→ Goal of the exercise:
Every record below is to be retyped exactly, with any pictures left out.

→ Listed records:
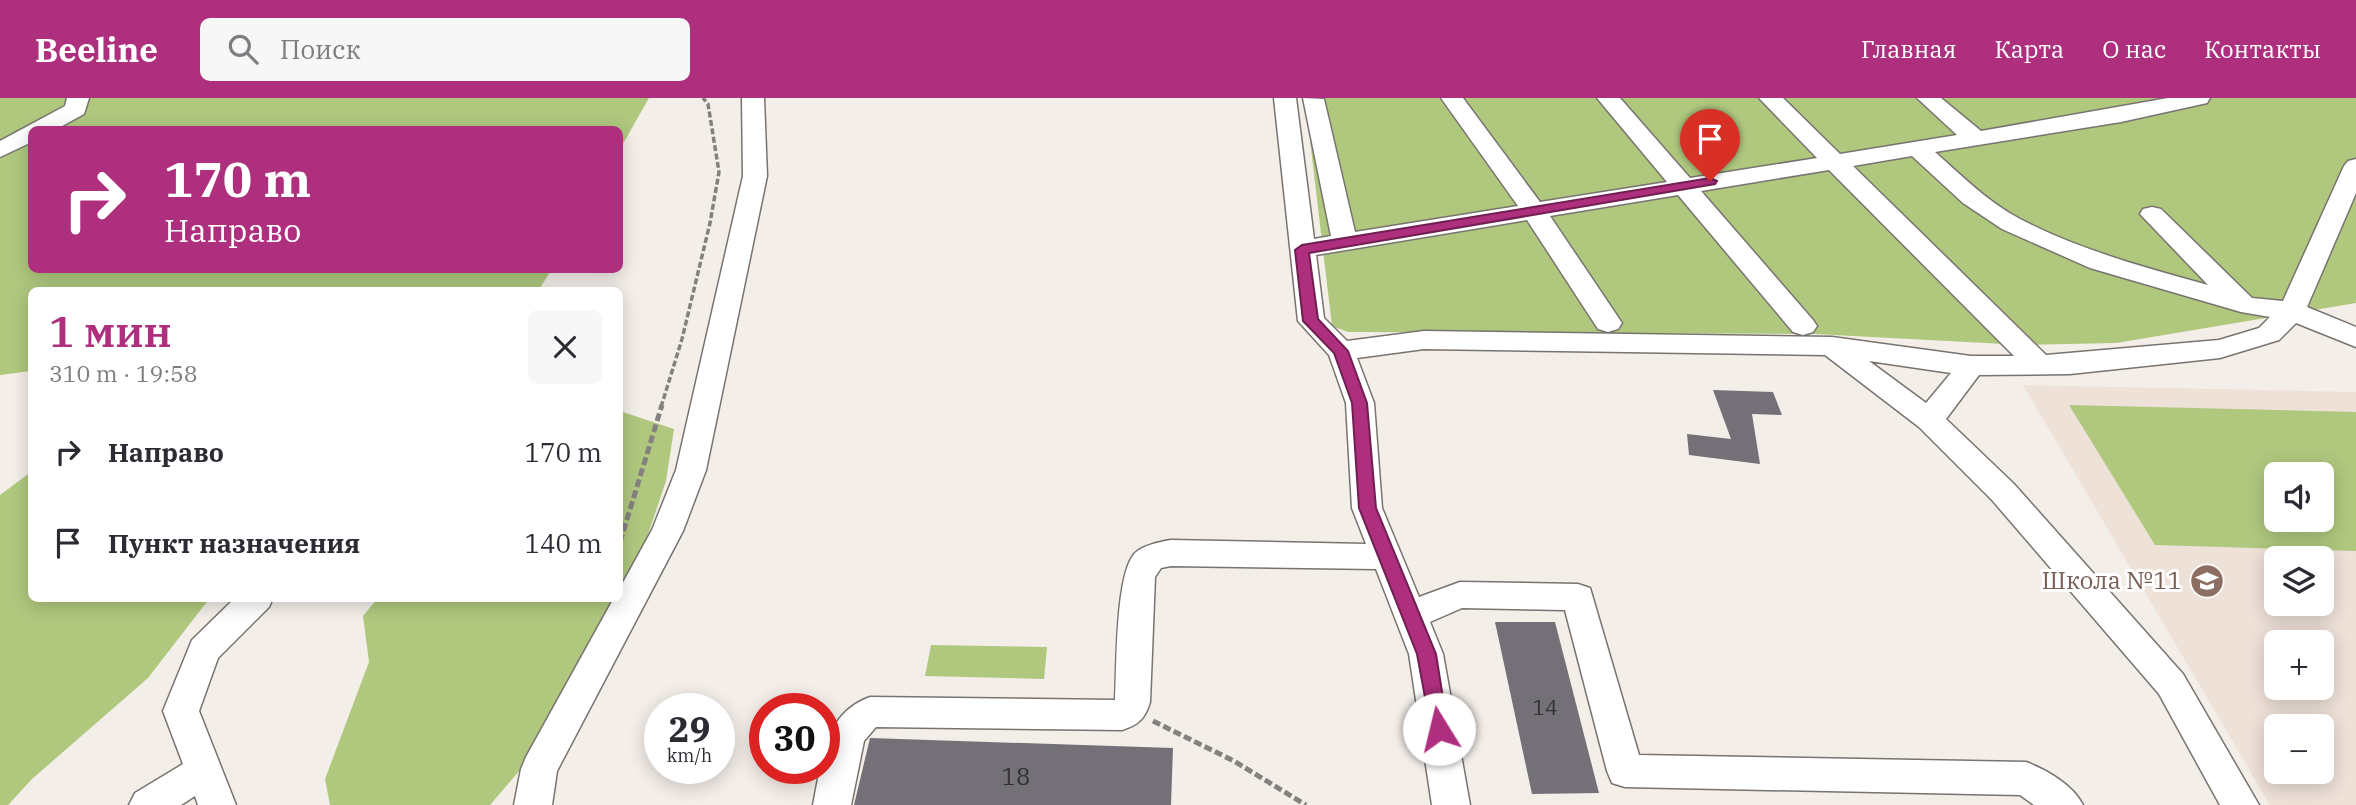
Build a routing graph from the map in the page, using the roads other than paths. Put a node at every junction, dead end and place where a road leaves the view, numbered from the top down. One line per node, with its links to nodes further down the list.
1 (78, 98): 9 (street)
2 (752, 98): 37 (street)
3 (1452, 98): 17 (street)
4 (1608, 98): 16 (street)
5 (1770, 98): 14 (street)
6 (1928, 98): 11 (street)
7 (2199, 98): 11 (street)
8 (1299, 99): 19 (street); 20 (street)
9 (44, 126)
10 (28, 135): 13 (street)
11 (1976, 139): 12 (street)
12 (1916, 148): 14 (street); 21 (street)
13 (0, 149)
14 (1836, 162): 16 (street); 28 (street)
15 (2356, 166): 22 (street)
16 (1685, 185): 17 (street); 24 (street)
17 (1534, 211): 19 (street); 23 (street)
18 (2152, 214): 21 (street)
19 (1345, 242): 20 (street)
20 (1302, 250): 27 (street)
21 (2250, 306): 22 (street)
22 (2291, 311): 25 (street); 28 (street)
23 (1608, 323)
24 (1803, 326)
25 (2356, 338)
26 (1832, 346): 27 (street); 29 (street); 30 (street)
27 (1340, 351): 31 (street)
28 (2040, 365): 29 (street)
29 (1971, 366): 30 (street)
30 (1929, 420): 41 (street)
31 (1388, 557): 33 (street); 38 (street)
32 (253, 602): 34 (street)
33 (1410, 615): 39 (street); 40 (street)
34 (204, 771): 35 (street); 36 (street)
35 (148, 805)
36 (217, 805)
37 (533, 805)
38 (832, 805)
39 (1451, 805)
40 (2064, 805)
41 (2240, 805)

→ Exercise solution:
Build a routing graph from the map in the page, using the roads other than paths. Put a node at every junction, dead end and place where a road leaves the view, numbered from the top down. One line per node, with its links to nodes further down the list.
1 (78, 98): 9 (street)
2 (752, 98): 37 (street)
3 (1452, 98): 17 (street)
4 (1608, 98): 16 (street)
5 (1770, 98): 14 (street)
6 (1928, 98): 11 (street)
7 (2199, 98): 11 (street)
8 (1299, 99): 19 (street); 20 (street)
9 (44, 126)
10 (28, 135): 13 (street)
11 (1976, 139): 12 (street)
12 (1916, 148): 14 (street); 21 (street)
13 (0, 149)
14 (1836, 162): 16 (street); 28 (street)
15 (2356, 166): 22 (street)
16 (1685, 185): 17 (street); 24 (street)
17 (1534, 211): 19 (street); 23 (street)
18 (2152, 214): 21 (street)
19 (1345, 242): 20 (street)
20 (1302, 250): 27 (street)
21 (2250, 306): 22 (street)
22 (2291, 311): 25 (street); 28 (street)
23 (1608, 323)
24 (1803, 326)
25 (2356, 338)
26 (1832, 346): 27 (street); 29 (street); 30 (street)
27 (1340, 351): 31 (street)
28 (2040, 365): 29 (street)
29 (1971, 366): 30 (street)
30 (1929, 420): 41 (street)
31 (1388, 557): 33 (street); 38 (street)
32 (253, 602): 34 (street)
33 (1410, 615): 39 (street); 40 (street)
34 (204, 771): 35 (street); 36 (street)
35 (148, 805)
36 (217, 805)
37 (533, 805)
38 (832, 805)
39 (1451, 805)
40 (2064, 805)
41 (2240, 805)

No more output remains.